Тут еще появился вежливый такой и цветущий молодой человек, Лунин, главный инженер СУ‑17, — в общем, собралось целое собрание. Гаевский усадил Лунина и устроил ему допрос: готов ли объект для испытания агрегата, есть ли площадка, подъезды, материалы, выделены ли бригадир и мастер. Лунин на все вопросы отвечал: все в порядке, все готово, дело за агрегатом.
Гаевский промыл еще раз всем мозги; кто-то начал было возражать — он оборвал: «Я вас слушал — теперь вы меня послушайте!» Назначил главного механика ответственным за пуск агрегата, велел ему оформить протокол совещания и за каждым мероприятием закрепил всех присутствующих. Даже мне записали несколько пунктов. Все назвали срок исполнения.

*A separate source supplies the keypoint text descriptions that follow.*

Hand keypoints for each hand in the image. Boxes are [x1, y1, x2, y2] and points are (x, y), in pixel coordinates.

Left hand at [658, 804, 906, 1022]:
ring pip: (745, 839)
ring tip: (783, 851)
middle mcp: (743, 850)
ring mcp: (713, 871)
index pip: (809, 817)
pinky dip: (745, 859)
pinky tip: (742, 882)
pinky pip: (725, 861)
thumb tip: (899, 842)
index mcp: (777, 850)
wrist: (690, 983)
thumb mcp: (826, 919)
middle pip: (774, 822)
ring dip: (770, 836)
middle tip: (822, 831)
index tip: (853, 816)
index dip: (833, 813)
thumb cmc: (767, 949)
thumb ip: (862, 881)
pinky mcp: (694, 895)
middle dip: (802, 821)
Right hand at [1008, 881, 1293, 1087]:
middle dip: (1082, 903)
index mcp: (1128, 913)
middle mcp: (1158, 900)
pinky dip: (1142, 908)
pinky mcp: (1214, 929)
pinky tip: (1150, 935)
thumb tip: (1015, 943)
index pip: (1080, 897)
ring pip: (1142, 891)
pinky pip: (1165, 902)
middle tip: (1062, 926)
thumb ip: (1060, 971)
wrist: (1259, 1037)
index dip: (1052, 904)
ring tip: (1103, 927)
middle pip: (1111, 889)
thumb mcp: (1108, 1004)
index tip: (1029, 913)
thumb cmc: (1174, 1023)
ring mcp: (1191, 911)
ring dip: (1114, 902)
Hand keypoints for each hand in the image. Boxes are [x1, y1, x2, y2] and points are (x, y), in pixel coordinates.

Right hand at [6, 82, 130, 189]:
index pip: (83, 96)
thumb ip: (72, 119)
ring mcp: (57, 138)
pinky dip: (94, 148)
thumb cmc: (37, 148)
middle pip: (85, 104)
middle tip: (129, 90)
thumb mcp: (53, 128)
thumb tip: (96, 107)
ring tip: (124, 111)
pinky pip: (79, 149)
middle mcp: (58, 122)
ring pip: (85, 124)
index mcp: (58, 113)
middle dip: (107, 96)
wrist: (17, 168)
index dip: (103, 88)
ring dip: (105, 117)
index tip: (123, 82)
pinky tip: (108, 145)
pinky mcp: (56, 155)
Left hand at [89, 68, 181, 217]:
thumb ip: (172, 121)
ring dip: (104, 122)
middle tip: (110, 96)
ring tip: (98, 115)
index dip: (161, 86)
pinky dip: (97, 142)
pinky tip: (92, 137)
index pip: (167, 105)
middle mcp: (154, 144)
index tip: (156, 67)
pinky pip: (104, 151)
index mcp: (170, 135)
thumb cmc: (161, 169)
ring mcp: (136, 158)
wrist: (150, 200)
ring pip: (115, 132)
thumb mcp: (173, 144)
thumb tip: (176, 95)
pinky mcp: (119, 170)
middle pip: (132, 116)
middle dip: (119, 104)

Получалось, за исключением добычи дефицитных шлангов, две недели. Большой, конечно, срок, но надежный — каждый знал, что называл.

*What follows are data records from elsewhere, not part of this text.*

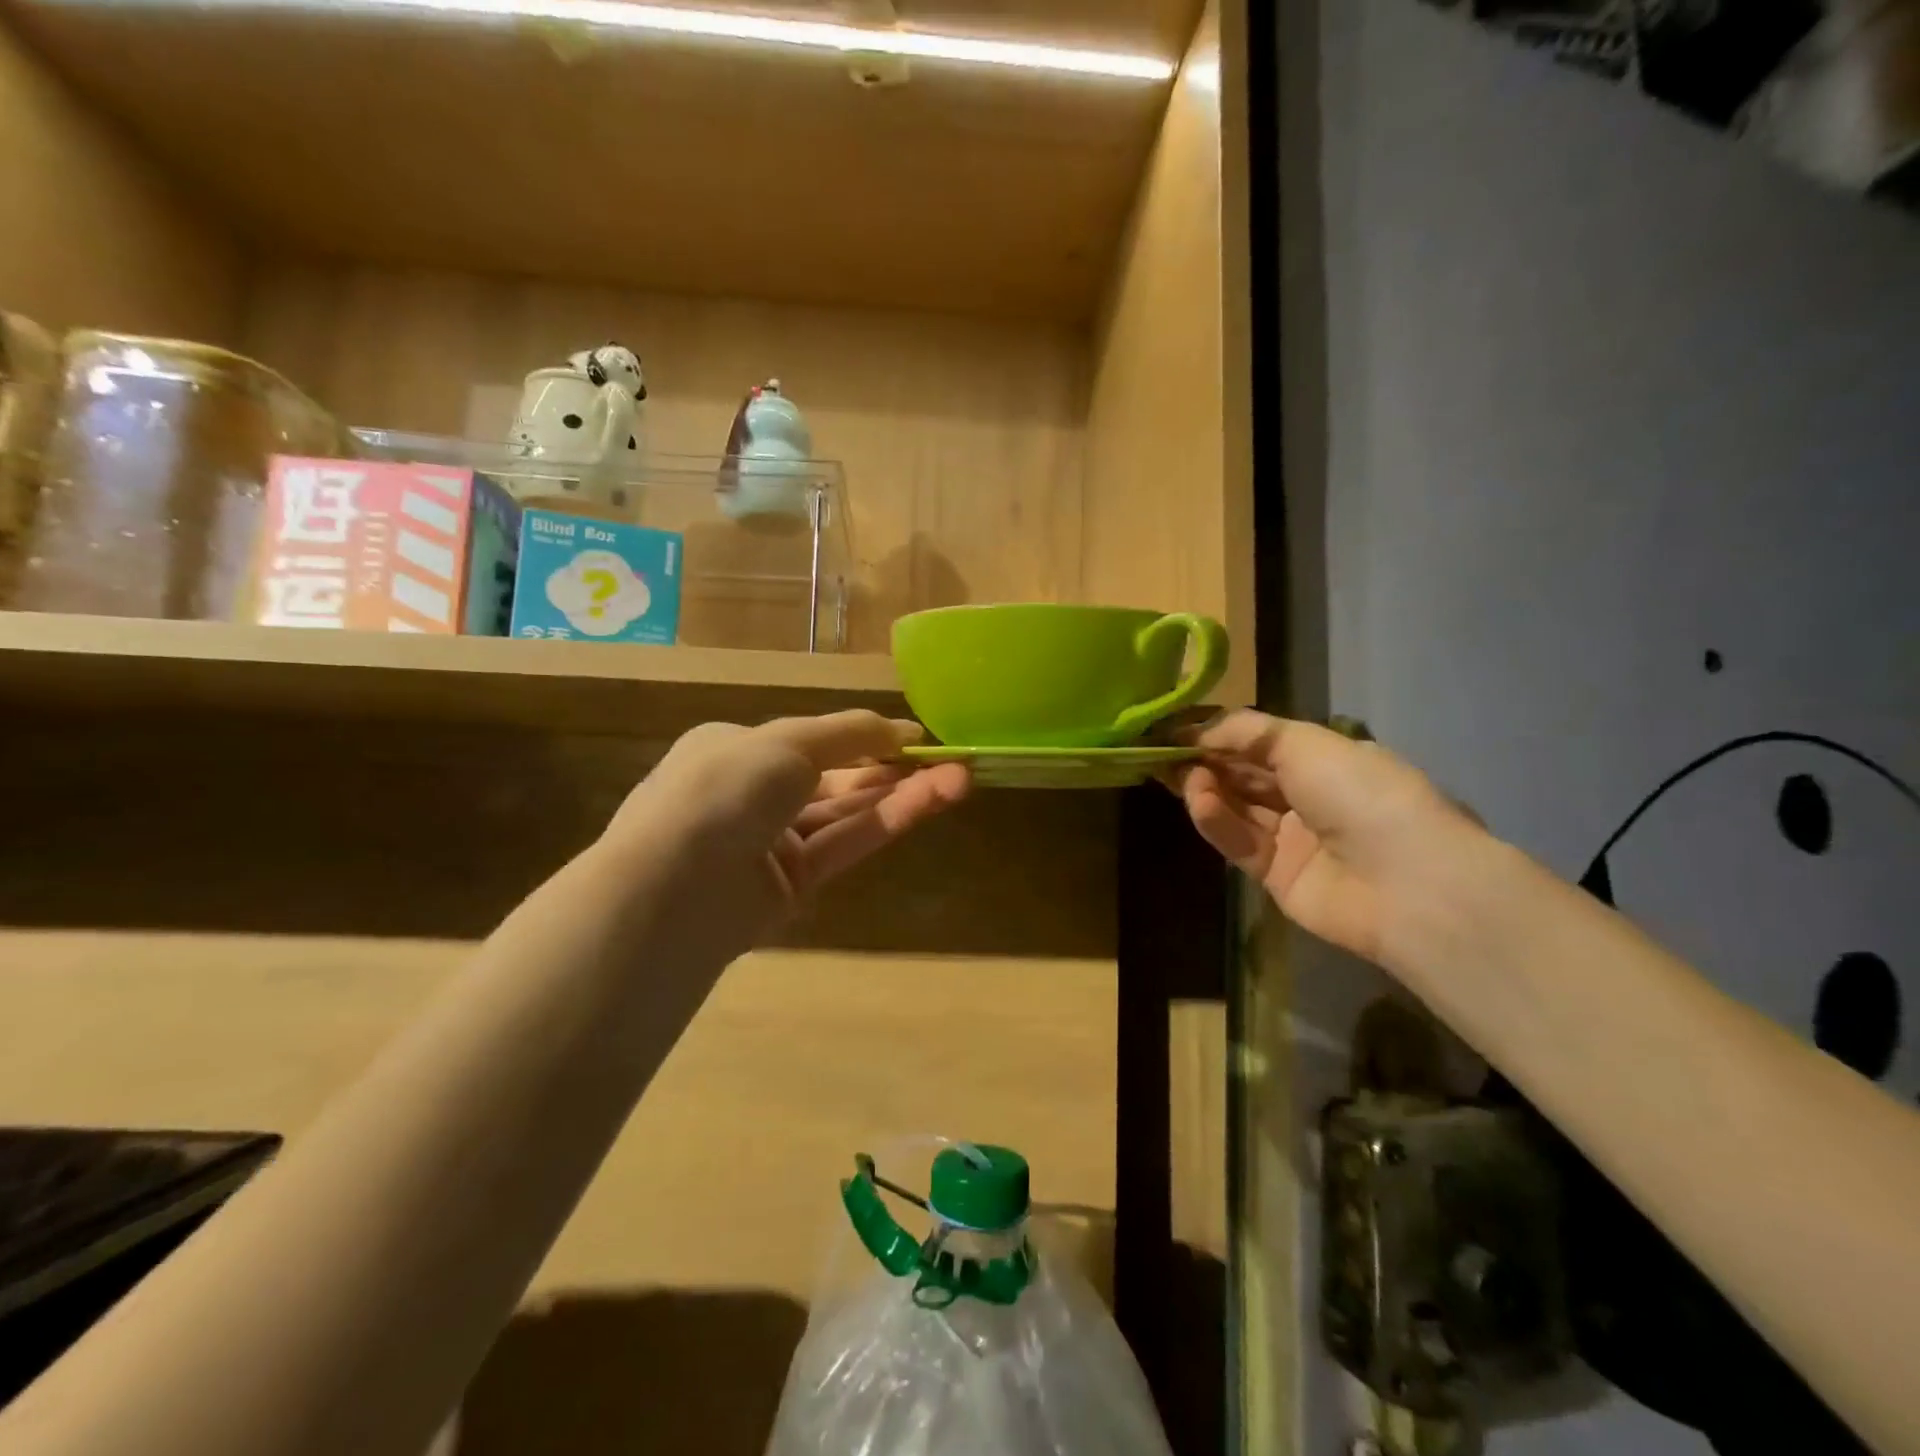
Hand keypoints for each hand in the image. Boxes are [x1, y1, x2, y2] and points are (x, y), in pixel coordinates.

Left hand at [600, 711, 969, 955]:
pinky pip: (846, 844)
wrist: (674, 887)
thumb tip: (901, 728)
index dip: (865, 736)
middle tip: (950, 759)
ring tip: (960, 777)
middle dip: (893, 766)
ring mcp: (774, 844)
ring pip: (848, 812)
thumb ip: (850, 732)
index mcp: (738, 750)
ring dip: (902, 793)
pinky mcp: (794, 886)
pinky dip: (888, 821)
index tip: (914, 735)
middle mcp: (754, 795)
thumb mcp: (788, 742)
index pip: (812, 740)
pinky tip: (932, 800)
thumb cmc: (725, 789)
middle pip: (837, 777)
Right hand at [1167, 711, 1483, 964]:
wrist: (1407, 880)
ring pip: (1236, 808)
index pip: (1259, 743)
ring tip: (1181, 776)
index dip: (1217, 735)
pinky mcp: (1275, 875)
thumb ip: (1245, 732)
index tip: (1175, 730)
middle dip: (1204, 761)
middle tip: (1163, 752)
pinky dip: (1217, 822)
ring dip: (1207, 789)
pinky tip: (1201, 803)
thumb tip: (1198, 730)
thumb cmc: (1360, 792)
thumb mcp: (1303, 742)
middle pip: (1243, 775)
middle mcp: (1307, 797)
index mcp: (1324, 760)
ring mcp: (1292, 838)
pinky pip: (1239, 842)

И думаете, через две недели агрегат был готов? Как бы не так! Во-первых, они взяли для переделки старый битумный котел и даже как следует не очистили. Я сказал: «Нет!» Начали делать новый — в общем, с нуля начали, с самого начала. Во-вторых, дефицитных деталей гораздо больше оказалось, чем Полещук называл, — просто до них еще дело не дошло, вот он и не знал. В‑третьих же, Полещук, как только увидел, что я вплотную залез в работу, — сразу в сторонку, в сторонку и самоустранился. Без вдохновения человек. «У нашего начальства, — он мне мозги запудривал, — семь пятниц на неделе, и каждый день по пожару. Вчера им ваш агрегат синим огнем горел, сегодня — автокраны, завтра еще что-нибудь». — «А как же протокол, мероприятия?» — спрашиваю. «Э‑э, — машет он рукой. — Тут этих мероприятий...» В машину и — по своим делам, а без него никуда не сунешься, никто меня не знает, никто ничего делать не хочет. Я — к Гаевскому. Смотрю — тоже очень занят, не помогает. Я — к Пикулину. Пикулин поговорил со мной по-человечески, пожаловался я ему на свои дела, он мне — на свои. Звонит Гаевскому по телефону и опять между делом начинает ему выговаривать: «Яша, ну что же это ты...» Чувствую, от такого выговора, да еще по телефону, уснуть можно. Кабинетный человек, что с него возьмешь? Я выдержал еще денек для порядка и решил идти к самому главному у них по этим делам — к Копелеву.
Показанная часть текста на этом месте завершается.